Your habits and tolerance for risk can change over time. The information you felt comfortable sharing publicly a few years ago may seem like information you would now rather take back. You may have found information about you online that is incorrect, misleading or that you simply want removed. Below are some considerations on how to take ownership and control the data about you.
See What Information About You Is Available Online
It can sometimes be shocking how much information is collected about you and made publicly available. Search engines will help you to do a quick query of your public information. You can also take a proactive approach and set up alerts for search terms of your name.
Data Service websites have massive amounts of data about individuals compiled from a variety of sources, including public records and social networking sites. This data can be sued by credit issuers, criminal profilers, employers and others for any number of purposes not necessarily intended by the data service providers.

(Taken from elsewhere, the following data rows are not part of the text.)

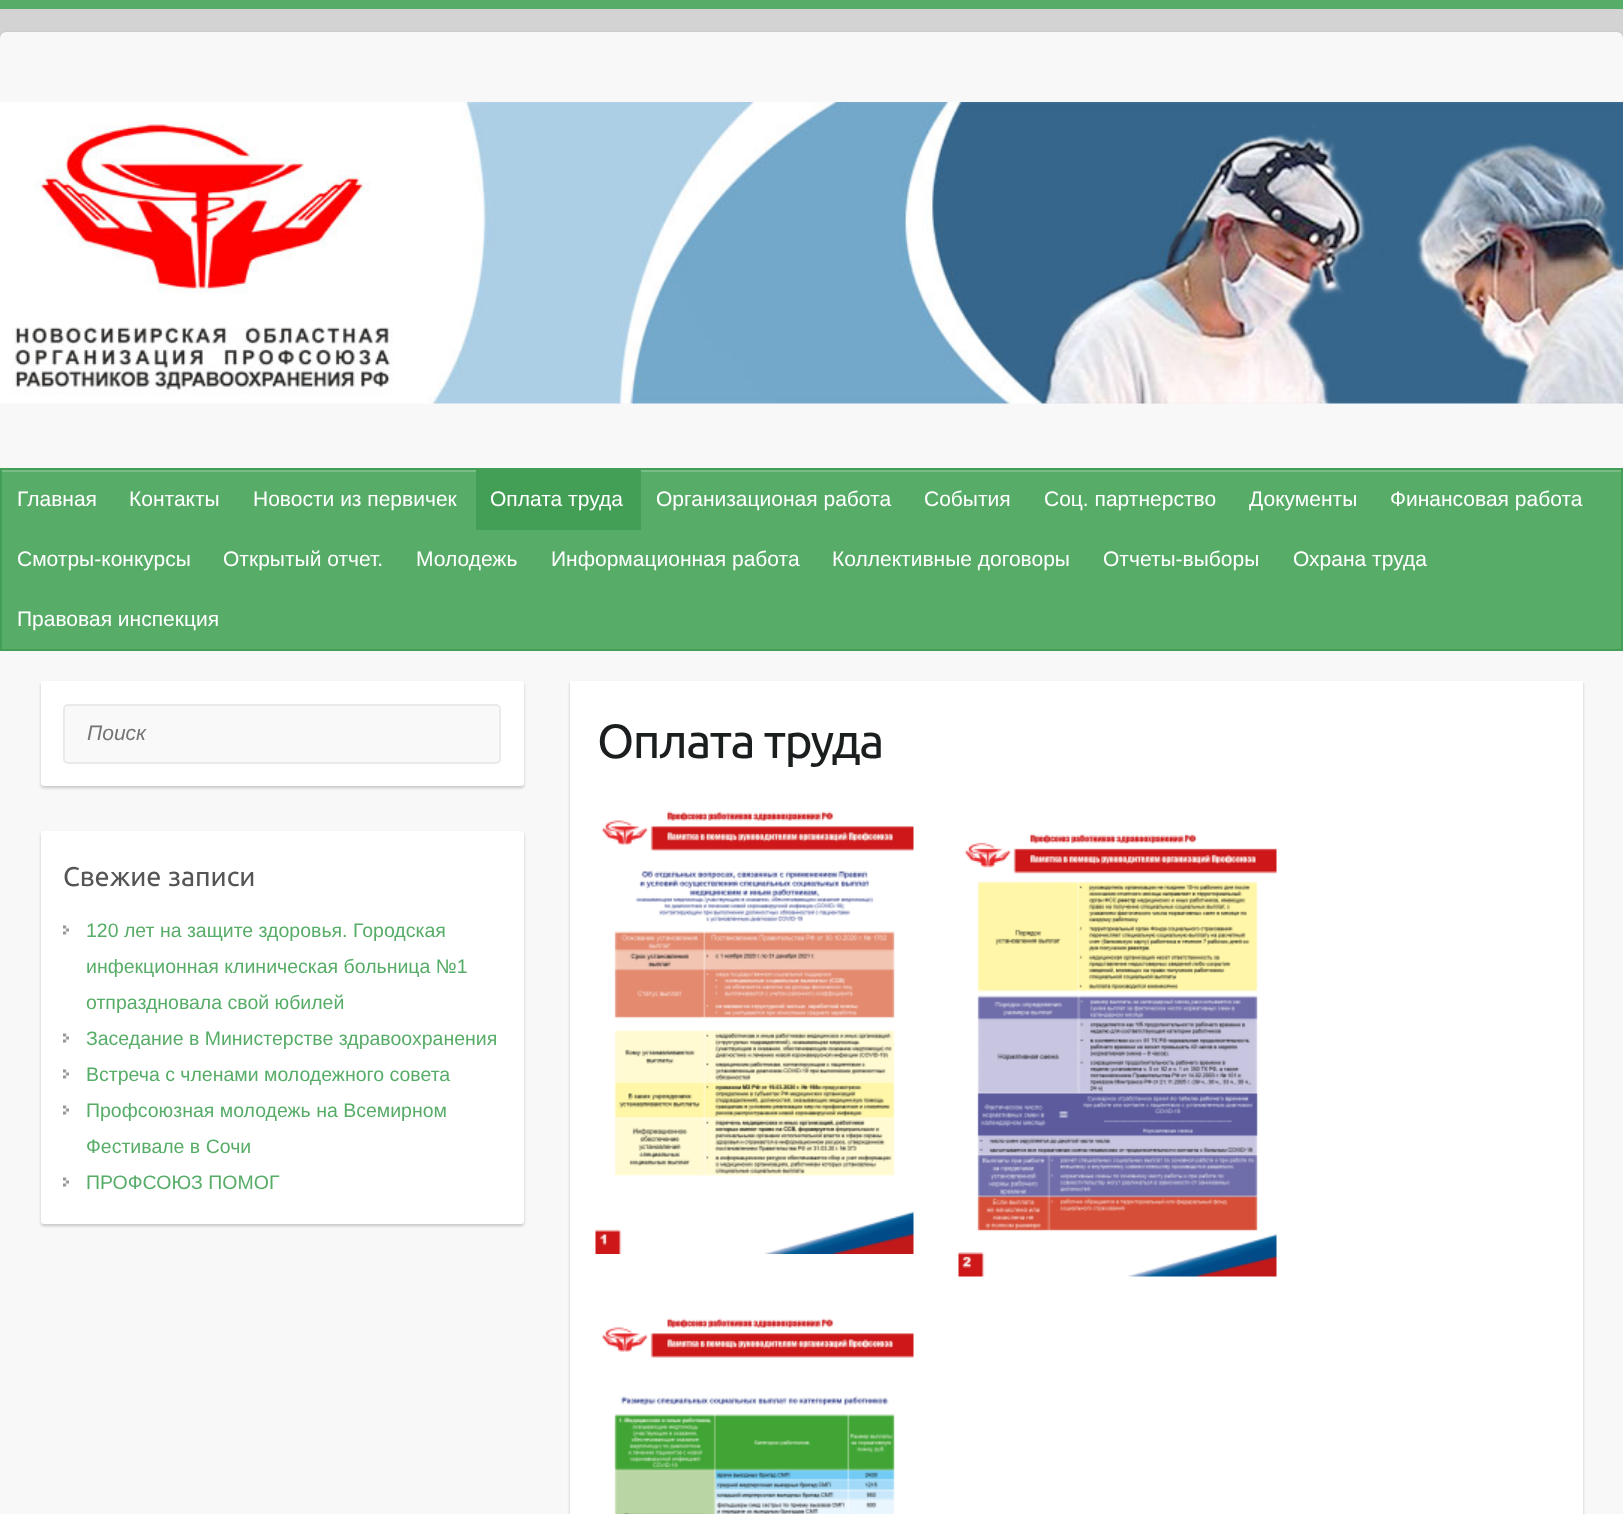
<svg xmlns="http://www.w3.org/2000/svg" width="1623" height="1514">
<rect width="100%" height="100%" fill="#d3d3d3"/>
<rect width="1623" height="9" fill="#57ad68"/>
<rect y="33" width="1623" height="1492" rx="6" fill="#00000033" filter="blur(1.5px)"/>
<rect y="32" width="1623" height="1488" rx="6" fill="#f8f8f8"/>
<image x="0" y="102" width="1623" height="302" href="media/1.png"/>
<rect x="2" y="472" width="1619" height="177" fill="#57ad68"/>
<rect x="2" y="470" width="1620" height="2" fill="#79bd86"/>
<rect x="1" y="469" width="1621" height="181" fill="none" stroke="#439f55" stroke-width="2"/>
<text x="17" y="506" style="font-family:Liberation Sans;font-size:21px;fill:#fff">Главная</text>
<text x="129" y="506" style="font-family:Liberation Sans;font-size:21px;fill:#fff">Контакты</text>
<text x="253" y="506" style="font-family:Liberation Sans;font-size:21px;fill:#fff">Новости из первичек</text>
<rect x="476" y="470" width="165" height="60" fill="#439f55"/>
<text x="490" y="506" style="font-family:Liberation Sans;font-size:21px;fill:#fff">Оплата труда</text>
<text x="656" y="506" style="font-family:Liberation Sans;font-size:21px;fill:#fff">Организационая работа</text>
<text x="924" y="506" style="font-family:Liberation Sans;font-size:21px;fill:#fff">События</text>
<text x="1044" y="506" style="font-family:Liberation Sans;font-size:21px;fill:#fff">Соц. партнерство</text>
<text x="1249" y="506" style="font-family:Liberation Sans;font-size:21px;fill:#fff">Документы</text>
<text x="1390" y="506" style="font-family:Liberation Sans;font-size:21px;fill:#fff">Финансовая работа</text>
<text x="17" y="566" style="font-family:Liberation Sans;font-size:21px;fill:#fff">Смотры-конкурсы</text>
<text x="223" y="566" style="font-family:Liberation Sans;font-size:21px;fill:#fff">Открытый отчет.</text>
<text x="416" y="566" style="font-family:Liberation Sans;font-size:21px;fill:#fff">Молодежь</text>
<text x="551" y="566" style="font-family:Liberation Sans;font-size:21px;fill:#fff">Информационная работа</text>
<text x="832" y="566" style="font-family:Liberation Sans;font-size:21px;fill:#fff">Коллективные договоры</text>
<text x="1103" y="566" style="font-family:Liberation Sans;font-size:21px;fill:#fff">Отчеты-выборы</text>
<text x="1293" y="566" style="font-family:Liberation Sans;font-size:21px;fill:#fff">Охрана труда</text>
<text x="17" y="626" style="font-family:Liberation Sans;font-size:21px;fill:#fff">Правовая инспекция</text>
<rect x="41" y="683" width="483" height="105" rx="3" fill="#00000033" filter="blur(1.5px)"/>
<rect x="41" y="681" width="483" height="105" rx="3" fill="#fff"/>
<rect x="64" y="705" width="436" height="58" rx="4" fill="#f9f9f9" stroke="#eaeaea" stroke-width="2"/>
<text x="87" y="740" style="font-family:Liberation Sans;font-size:21px;font-style:italic;fill:#757575">Поиск</text>
<rect x="41" y="833" width="483" height="393" rx="3" fill="#00000033" filter="blur(1.5px)"/>
<rect x="41" y="831" width="483" height="393" rx="3" fill="#fff"/>
<text x="63" y="886" style="font-family:Ubuntu;font-size:27px;fill:#555">Свежие записи</text>
<image x="63" y="925" width="6" height="10" href="media/2.png"/>
<text x="86" y="937" style="font-family:Liberation Sans;font-size:19.5px;fill:#57ad68">120 лет на защите здоровья. Городская</text>
<text x="86" y="973" style="font-family:Liberation Sans;font-size:19.5px;fill:#57ad68">инфекционная клиническая больница №1</text>
<text x="86" y="1009" style="font-family:Liberation Sans;font-size:19.5px;fill:#57ad68">отпраздновала свой юбилей</text>
<image x="63" y="1033" width="6" height="10" href="media/2.png"/>
<text x="86" y="1045" style="font-family:Liberation Sans;font-size:19.5px;fill:#57ad68">Заседание в Министерстве здравоохранения</text>
<image x="63" y="1069" width="6" height="10" href="media/2.png"/>
<text x="86" y="1081" style="font-family:Liberation Sans;font-size:19.5px;fill:#57ad68">Встреча с членами молодежного совета</text>
<image x="63" y="1105" width="6" height="10" href="media/2.png"/>
<text x="86" y="1117" style="font-family:Liberation Sans;font-size:19.5px;fill:#57ad68">Профсоюзная молодежь на Всемирном</text>
<text x="86" y="1153" style="font-family:Liberation Sans;font-size:19.5px;fill:#57ad68">Фестивале в Сочи</text>
<image x="63" y="1177" width="6" height="10" href="media/2.png"/>
<text x="86" y="1189" style="font-family:Liberation Sans;font-size:19.5px;fill:#57ad68">ПРОФСОЮЗ ПОМОГ</text>
<rect x="570" y="683" width="1013" height="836" fill="#00000033" filter="blur(1.5px)"/>
<rect x="570" y="681" width="1013" height="833" fill="#fff"/>
<text x="597" y="758" style="font-family:Ubuntu;font-size:48px;letter-spacing:-1.5px;fill:#1b1e1f">Оплата труда</text>
<image x="595" y="811" width="319" height="443" href="media/3.png"/>
<image x="958" y="833" width="319" height="444" href="media/4.png"/>
<image x="601" y="1318" width="313" height="196" href="media/5.png"/>
</svg>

Be aware that some information posted about you is within your control, and some of it is not.
Clean Up Data You Can Control
Information that is under your control includes information you have posted, such as your social networking profiles and related information. In addition, there could be information about you on old blog posting, postings on a friend’s website, an old dating profile, an image sharing account or any other services that were useful at some point but are no longer necessary.
Review the accounts to which you have access. You basically have three options: remove the data, modify the privacy settings and/or request that the account be deleted. If you are going to request that the account be deleted, remove all of the data first. Be sure to request that the account be delete rather than deactivated.
Request Clean-up of Data You Do Not Control
Contact website owners – If the site does not make contact information for the site owners available, you can do a query on the WHOis.net website to find an administrative and technical contact for the site.
Opt out of data service providers – A data service provider is a company or group that will provide lists of contact information to individuals or companies that request it. They often charge a fee for this information. In many cases, data service providers provide individuals with the ability to opt out of having their data published. Keep in mind that these services are aggregators, so the original provider of the information will likely have to be contacted also to remove your information. The Privacy Rights Clearinghouse publishes the opt-out URLs for more than 240 of these types of services.
Use a professional service – The maintenance of your online data requires discipline and regular review. What if there is misinformation being posted about you that you cannot get removed through the steps discussed. Then it is time to consider using a professional service.